I can't say for certain, but over the holidays I think I saw former Treasury Secretary Henry Paulson in the dollar store. Given the tough times, perhaps it's not surprising to see him shopping there.
Yep, we've entered a new economy, and that means we need some new approaches for managing our money, and our lives. The easiest place for most people to start getting their financial house in order is by reigning in their discretionary spending.
Researchers have found that most of us regret nearly 80% of the discretionary purchases (i.e. the non-essentials) we make within a year of making the purchase. That's a big wad of cash we could better use for other things, and it also represents a whopping carbon footprint that we could avoid and an unnecessary waste of the Earth's resources. If only there was a vaccine to prevent buyer's remorse, or a pill we could take before we go shopping to keep us from buying all those things in the first place...
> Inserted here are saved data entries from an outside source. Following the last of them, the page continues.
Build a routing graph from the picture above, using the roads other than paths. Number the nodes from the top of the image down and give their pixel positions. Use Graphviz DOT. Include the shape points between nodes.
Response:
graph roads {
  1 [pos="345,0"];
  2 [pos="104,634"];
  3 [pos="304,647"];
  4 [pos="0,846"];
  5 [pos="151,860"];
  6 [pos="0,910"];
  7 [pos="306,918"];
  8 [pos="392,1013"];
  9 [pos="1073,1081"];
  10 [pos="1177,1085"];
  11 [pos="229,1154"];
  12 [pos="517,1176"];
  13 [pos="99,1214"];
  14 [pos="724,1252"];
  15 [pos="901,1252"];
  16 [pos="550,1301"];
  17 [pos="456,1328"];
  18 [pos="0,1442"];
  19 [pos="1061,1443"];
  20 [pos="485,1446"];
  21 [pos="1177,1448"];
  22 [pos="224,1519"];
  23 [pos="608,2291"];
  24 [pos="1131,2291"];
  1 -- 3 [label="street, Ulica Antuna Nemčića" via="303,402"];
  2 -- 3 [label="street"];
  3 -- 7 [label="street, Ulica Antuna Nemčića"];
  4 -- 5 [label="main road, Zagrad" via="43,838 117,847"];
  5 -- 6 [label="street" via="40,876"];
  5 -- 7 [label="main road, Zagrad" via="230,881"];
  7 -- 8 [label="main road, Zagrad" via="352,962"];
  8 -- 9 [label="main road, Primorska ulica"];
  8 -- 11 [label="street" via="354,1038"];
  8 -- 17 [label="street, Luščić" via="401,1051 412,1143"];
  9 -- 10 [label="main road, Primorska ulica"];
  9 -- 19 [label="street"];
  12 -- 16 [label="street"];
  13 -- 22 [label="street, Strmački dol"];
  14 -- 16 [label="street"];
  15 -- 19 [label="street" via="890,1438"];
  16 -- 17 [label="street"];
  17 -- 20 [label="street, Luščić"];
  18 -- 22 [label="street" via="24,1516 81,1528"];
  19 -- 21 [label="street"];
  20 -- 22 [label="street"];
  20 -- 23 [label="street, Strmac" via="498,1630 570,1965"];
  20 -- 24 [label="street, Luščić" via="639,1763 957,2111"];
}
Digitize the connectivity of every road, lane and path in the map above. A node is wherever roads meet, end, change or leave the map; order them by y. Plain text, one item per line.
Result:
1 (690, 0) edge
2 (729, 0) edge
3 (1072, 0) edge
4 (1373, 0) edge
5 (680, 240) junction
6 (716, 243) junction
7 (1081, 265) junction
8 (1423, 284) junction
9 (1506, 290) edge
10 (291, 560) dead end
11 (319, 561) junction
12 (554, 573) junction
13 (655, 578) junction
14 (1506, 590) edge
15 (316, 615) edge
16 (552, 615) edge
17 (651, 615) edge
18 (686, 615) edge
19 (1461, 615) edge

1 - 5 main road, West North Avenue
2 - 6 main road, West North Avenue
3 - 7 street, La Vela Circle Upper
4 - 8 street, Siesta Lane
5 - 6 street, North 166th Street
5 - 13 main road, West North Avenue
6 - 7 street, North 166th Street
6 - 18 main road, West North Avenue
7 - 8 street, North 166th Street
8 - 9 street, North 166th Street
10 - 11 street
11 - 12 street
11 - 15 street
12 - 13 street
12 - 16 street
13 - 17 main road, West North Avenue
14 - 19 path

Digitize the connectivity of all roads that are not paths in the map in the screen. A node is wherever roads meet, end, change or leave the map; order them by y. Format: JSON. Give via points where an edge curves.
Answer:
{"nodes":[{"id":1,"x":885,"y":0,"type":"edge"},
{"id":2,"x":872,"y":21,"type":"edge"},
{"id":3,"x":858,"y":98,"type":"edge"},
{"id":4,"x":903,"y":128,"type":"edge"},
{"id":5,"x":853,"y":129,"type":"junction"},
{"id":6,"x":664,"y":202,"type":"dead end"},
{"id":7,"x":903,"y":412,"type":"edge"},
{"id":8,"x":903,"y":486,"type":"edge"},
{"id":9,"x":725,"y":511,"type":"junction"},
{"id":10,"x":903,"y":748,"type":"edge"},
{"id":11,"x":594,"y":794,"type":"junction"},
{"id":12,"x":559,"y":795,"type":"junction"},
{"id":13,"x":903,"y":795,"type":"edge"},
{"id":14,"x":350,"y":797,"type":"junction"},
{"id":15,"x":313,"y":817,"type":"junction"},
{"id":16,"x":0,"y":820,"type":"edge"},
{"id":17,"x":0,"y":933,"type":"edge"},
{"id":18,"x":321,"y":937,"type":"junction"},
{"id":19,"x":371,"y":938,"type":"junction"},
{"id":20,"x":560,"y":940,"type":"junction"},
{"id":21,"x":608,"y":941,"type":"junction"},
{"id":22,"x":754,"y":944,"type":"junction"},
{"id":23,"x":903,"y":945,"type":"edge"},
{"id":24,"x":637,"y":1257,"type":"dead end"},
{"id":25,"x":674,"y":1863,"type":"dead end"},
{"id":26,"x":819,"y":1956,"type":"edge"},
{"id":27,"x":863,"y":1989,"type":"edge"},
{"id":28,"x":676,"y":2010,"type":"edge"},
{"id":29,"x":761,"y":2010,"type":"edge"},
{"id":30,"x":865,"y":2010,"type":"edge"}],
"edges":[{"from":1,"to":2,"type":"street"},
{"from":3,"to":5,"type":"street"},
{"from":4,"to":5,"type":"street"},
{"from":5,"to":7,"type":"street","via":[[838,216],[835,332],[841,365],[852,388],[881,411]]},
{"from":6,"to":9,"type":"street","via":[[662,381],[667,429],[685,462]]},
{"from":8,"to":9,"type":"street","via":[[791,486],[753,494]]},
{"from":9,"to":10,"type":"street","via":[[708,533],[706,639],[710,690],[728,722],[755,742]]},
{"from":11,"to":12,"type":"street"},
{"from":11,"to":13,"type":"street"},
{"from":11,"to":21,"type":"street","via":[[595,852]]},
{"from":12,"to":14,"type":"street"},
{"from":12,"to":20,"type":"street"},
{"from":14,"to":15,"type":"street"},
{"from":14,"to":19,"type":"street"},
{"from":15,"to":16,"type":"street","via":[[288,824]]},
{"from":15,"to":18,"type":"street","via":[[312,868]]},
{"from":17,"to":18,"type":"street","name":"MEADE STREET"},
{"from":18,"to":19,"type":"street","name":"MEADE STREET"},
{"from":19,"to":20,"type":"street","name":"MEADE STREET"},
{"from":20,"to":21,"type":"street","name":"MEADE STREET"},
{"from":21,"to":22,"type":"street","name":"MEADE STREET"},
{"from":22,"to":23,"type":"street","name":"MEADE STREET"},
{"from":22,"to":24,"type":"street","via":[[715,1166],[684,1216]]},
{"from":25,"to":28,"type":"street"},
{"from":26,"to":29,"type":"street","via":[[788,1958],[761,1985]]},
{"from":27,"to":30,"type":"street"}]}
Instead, sit down as a family and conduct your own What the Heck Was I Thinking? Audit. Pull out your sales slips, charge card statements, and check registers, and take a look at the major discretionary purchases you've made over the past year. Then ask yourself one simple question: If I had it to do over again, would I still buy that item?
Chances are you'll see some trends in terms of purchases you've made that you now regret. It's important to recognize and learn from those mistakes. For example, maybe you regret purchases from some stores more than others, or maybe clothing or tech gadgets are your Achilles' heel when it comes to impulse purchases.
Take note of those trends, and make a list of specific items you've purchased recently that you now regret. Carry the list in your wallet or purse, and take a good look at it whenever you go out shopping -- it'll help curb your discretionary spending and prevent buyer's remorse later. And as you're auditing your recent purchases, it's also worth checking to see if you can still return or exchange an item that you no longer want; more and more retailers have extended refund policies if you still have your receipt.
As I've said before, for most Americans, conservation needs to start by simply consuming - and that generally mean spending - less. If we regret 80% of the discretionary items we buy, that's the place to start. Your bank account will thank you, and so will Mother Earth.